Having gestational diabetes mellitus (GDM) spells health complications for mothers and their newborns. A study by French researchers published in Diabetologia, the journal of the European Association for the Study of the Diabetes, found that GDM mothers were more likely to suffer from poorer health outcomes than nondiabetic mothers and that babies born to women with the condition had moderately higher death rates. 

Rising obesity rates and other demographics are contributing to a rising GDM incidence in French women, the study’s authors observed. Previous studies have looked at the adverse health outcomes associated with GDM in infants. 

“Data on GDM derived from exhaustive national or regional databases that link maternal and neonatal outcomes are relatively rare, and the overall risk of morbidity of neonates born to GDM mothers remains unclear, particularly for neonates with congenital malformations and respiratory distress,” they noted. 

To cast a wider net, researchers drew information from the French hospital discharge database and the French National Health Insurance system to examine more than 796,000 deliveries that occurred after 22 weeks in 2012. Factors such as the administration of glucose-lowering drugs at various stages of pregnancy, data on long-term diseases, and hospital diagnoses at delivery, determined the diabetic status of the mothers. More than 7% of deliveries involved mothers with GDM, and researchers in 88% of cases were able to link data for mothers and their newborns. 

Compared with GDM mothers, women who had type 2 diabetes prior to pregnancy had a much higher risk of birthing babies with poor health outcomes. To get a closer look at the GDM mothers, the study’s authors restricted their analysis to deliveries after 28 weeks, as GDM diagnosis often occurs after this point in a pregnancy. The differences in health outcomes between GDM and non-GDM mothers became clear after making these adjustments in the data. 

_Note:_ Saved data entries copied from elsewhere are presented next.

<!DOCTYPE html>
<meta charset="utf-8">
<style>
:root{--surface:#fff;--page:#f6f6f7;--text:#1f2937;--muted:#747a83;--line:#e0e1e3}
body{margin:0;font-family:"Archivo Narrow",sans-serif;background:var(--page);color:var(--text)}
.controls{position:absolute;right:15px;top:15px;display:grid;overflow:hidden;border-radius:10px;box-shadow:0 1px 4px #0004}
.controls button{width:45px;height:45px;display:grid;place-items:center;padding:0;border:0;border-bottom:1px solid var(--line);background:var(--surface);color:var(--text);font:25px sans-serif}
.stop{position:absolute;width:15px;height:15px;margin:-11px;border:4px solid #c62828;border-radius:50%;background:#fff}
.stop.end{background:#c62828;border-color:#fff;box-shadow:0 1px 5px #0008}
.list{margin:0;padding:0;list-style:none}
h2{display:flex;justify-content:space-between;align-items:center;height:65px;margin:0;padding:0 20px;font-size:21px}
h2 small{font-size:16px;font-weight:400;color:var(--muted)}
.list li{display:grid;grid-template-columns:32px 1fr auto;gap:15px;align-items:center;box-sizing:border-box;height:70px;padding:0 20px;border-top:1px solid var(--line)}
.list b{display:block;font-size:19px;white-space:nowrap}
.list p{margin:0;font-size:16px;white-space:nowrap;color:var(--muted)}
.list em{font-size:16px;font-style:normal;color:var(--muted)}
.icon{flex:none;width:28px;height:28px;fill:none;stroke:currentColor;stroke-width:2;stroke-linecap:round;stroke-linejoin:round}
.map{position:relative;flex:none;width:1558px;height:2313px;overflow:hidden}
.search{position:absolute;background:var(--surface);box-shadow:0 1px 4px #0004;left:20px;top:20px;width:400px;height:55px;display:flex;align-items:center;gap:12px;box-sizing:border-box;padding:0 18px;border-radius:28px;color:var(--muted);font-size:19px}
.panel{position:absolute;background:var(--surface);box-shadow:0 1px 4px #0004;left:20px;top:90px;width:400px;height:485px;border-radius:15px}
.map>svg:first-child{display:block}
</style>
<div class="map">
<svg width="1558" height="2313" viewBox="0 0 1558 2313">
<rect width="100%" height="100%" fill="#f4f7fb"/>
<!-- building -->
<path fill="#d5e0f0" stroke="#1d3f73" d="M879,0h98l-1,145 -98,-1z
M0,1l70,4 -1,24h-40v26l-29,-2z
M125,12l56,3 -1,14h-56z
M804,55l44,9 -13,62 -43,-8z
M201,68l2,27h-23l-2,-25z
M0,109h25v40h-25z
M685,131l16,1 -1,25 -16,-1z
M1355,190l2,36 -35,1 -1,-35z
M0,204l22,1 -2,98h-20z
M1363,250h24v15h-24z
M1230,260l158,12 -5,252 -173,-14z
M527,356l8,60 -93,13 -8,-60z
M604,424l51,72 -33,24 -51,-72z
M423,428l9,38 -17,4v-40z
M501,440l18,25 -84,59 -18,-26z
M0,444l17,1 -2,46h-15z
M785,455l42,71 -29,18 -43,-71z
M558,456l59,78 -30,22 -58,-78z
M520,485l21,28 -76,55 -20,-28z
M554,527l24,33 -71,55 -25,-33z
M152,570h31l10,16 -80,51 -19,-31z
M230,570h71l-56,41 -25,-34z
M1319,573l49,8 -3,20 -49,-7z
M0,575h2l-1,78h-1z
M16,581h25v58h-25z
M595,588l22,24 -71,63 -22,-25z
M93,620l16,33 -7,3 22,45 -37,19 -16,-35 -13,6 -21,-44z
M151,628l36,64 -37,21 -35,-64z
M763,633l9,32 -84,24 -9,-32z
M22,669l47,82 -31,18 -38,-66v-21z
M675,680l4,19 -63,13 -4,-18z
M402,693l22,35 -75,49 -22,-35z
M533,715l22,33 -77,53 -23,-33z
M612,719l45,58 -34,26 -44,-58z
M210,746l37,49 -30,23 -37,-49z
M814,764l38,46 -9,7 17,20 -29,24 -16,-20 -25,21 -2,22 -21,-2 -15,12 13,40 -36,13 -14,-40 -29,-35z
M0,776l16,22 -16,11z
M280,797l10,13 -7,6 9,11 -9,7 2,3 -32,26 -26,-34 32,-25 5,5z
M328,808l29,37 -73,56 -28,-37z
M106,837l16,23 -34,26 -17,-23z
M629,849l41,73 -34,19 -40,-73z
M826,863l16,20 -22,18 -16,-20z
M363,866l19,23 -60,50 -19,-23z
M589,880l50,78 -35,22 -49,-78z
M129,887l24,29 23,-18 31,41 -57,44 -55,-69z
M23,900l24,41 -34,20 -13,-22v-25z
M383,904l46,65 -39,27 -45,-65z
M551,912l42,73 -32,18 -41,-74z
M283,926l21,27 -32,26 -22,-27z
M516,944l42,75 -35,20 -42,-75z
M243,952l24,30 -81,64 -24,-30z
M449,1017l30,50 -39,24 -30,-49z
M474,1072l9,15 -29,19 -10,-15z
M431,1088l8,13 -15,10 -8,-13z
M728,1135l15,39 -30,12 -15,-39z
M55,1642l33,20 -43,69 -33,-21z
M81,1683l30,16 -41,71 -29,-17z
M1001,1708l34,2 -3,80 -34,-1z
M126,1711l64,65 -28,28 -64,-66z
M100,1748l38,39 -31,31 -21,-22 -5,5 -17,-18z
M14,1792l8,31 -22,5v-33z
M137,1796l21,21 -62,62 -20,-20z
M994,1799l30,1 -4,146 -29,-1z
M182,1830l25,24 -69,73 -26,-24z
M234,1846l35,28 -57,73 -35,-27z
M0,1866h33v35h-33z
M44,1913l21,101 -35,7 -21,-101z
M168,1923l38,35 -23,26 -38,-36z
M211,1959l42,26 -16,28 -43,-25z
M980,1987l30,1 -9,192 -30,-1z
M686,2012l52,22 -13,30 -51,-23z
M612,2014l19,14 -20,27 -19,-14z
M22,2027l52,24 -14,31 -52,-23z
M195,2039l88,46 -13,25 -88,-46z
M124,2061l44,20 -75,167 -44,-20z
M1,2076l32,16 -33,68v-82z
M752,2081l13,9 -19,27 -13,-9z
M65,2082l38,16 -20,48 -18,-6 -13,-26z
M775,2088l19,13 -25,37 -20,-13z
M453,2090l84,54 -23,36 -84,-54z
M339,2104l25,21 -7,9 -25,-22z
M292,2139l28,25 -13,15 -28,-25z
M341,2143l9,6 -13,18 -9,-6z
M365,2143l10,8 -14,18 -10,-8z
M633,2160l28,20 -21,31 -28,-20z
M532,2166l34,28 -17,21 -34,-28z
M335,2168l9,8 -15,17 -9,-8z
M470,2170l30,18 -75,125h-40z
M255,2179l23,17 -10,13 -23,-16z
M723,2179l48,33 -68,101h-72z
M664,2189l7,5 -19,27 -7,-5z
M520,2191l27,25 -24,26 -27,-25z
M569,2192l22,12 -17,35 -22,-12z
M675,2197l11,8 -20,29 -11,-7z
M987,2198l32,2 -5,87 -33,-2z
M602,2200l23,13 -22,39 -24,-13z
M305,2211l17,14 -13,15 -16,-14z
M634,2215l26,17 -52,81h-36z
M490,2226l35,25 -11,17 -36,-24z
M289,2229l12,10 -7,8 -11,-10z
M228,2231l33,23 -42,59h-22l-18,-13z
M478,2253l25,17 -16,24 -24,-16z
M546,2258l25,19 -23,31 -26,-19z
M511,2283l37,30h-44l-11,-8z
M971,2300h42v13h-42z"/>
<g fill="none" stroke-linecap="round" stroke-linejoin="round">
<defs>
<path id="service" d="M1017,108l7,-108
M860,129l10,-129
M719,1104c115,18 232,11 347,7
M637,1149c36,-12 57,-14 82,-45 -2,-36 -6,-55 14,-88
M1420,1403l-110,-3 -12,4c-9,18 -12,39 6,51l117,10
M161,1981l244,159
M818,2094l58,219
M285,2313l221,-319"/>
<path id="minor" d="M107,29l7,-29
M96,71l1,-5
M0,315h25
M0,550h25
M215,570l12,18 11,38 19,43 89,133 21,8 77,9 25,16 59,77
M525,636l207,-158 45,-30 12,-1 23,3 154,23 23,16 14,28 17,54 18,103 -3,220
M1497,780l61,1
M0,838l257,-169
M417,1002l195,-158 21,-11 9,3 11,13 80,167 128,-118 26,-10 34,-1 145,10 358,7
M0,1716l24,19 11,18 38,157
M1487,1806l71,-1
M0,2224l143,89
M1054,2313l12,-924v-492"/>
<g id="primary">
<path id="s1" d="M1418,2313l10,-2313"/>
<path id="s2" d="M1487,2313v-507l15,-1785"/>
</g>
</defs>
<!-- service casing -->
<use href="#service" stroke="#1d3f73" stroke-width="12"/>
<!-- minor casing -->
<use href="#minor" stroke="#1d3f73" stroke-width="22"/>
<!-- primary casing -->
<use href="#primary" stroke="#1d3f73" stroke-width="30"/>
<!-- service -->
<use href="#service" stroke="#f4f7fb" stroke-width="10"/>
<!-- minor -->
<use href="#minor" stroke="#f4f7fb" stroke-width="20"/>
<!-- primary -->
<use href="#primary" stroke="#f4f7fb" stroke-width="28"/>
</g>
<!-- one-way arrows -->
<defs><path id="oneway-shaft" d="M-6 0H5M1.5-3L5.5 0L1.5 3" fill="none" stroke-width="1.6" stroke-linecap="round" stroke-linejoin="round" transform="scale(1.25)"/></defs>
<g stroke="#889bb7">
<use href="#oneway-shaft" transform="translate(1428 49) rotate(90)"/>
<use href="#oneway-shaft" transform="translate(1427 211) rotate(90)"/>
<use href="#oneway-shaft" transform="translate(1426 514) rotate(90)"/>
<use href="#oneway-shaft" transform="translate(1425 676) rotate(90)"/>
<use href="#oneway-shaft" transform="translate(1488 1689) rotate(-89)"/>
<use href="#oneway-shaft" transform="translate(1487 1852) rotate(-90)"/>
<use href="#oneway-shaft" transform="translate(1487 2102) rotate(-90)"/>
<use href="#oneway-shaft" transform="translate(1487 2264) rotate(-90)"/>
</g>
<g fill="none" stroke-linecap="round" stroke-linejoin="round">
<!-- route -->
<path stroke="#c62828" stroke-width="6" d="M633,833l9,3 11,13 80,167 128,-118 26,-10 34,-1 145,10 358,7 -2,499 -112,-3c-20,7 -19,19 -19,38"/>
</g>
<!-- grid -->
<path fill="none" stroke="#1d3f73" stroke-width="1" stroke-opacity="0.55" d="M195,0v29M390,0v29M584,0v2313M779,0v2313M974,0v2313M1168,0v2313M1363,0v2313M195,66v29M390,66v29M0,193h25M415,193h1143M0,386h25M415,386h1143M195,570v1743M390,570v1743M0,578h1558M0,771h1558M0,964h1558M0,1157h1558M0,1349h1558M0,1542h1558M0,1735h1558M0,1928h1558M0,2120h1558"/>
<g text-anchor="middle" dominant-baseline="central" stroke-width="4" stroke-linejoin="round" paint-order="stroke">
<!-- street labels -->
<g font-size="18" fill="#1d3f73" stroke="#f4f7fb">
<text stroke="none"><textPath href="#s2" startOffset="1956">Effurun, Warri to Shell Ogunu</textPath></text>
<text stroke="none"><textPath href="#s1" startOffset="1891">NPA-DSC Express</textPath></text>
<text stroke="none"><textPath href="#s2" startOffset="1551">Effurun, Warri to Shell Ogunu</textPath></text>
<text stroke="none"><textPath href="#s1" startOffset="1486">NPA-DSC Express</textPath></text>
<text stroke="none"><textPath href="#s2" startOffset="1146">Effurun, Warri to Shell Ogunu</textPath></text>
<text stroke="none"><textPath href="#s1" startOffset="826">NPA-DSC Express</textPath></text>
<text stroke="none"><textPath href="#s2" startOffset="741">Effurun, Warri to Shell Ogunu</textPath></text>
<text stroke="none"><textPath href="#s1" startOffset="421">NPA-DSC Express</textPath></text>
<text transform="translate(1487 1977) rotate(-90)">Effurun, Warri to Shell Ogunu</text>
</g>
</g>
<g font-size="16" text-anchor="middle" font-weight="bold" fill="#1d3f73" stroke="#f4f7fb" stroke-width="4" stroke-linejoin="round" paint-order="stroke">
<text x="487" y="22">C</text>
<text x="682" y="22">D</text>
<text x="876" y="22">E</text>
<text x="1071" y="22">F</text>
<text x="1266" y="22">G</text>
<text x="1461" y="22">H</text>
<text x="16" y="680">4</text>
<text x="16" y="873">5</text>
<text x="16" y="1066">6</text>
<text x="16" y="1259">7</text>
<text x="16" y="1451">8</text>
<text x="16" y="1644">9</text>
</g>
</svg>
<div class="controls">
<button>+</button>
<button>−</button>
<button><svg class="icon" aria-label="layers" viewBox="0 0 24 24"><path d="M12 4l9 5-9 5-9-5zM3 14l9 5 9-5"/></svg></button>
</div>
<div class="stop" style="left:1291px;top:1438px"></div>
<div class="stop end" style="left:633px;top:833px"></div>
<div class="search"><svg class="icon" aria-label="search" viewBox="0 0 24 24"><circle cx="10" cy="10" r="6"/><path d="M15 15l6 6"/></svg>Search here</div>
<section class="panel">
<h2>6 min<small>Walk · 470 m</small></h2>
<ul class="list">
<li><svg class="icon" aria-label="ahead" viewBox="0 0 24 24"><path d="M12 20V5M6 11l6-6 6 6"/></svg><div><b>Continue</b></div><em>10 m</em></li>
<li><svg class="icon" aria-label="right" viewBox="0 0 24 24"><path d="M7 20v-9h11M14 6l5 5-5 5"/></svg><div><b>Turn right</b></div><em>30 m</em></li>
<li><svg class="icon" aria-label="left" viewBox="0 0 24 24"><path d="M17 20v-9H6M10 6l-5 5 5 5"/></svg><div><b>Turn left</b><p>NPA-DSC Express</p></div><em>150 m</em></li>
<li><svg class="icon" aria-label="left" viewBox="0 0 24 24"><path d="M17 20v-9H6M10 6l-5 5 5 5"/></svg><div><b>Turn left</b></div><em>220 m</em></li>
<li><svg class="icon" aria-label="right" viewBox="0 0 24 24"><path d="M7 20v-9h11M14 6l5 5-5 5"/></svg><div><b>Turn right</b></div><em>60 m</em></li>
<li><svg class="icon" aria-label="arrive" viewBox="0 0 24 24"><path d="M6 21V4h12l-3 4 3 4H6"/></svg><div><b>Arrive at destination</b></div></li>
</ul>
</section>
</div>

According to a statement summarizing the study’s findings, GDM mothers compared with non-GDM mothers had a 70% increased risk of developing pre-eclampsia/eclampsia, and an 80% risk of birthing newborns with macrosomia. GDM mothers were also more at risk for having a Caesarean section or a preterm birth, and their babies were more likely to experience cardiac malformations, birth trauma, or respiratory distress. 

Risks for certain health complications increased in the event mothers were treated with insulin. This was the case for preterm deliveries, Caesarean sections, and macrosomia. “The excess risk of cardiac malformations and respiratory distress observed in the GDM group was also due to the insulin-treated GDM group,” the researchers indicated. 

In a separate analysis that looked at deliveries after 37 weeks of pregnancy, researchers found that perinatal deaths in the operating room were 30% higher in the GDM group, when compared with the no diabetes cohort. “This risk was similar whether or not the diabetes was insulin-treated. No significant differences were observed for the other outcomes in deliveries after 28 weeks,” according to the study. 

The results definitively show a link between poor health outcomes and pregnant women with GDM, and that insulin treatment increases the risk of developing a health complication, the authors concluded. “Although more investigation is needed, this study helps illuminate the controversy about timing of delivery in GDM pregnancy.”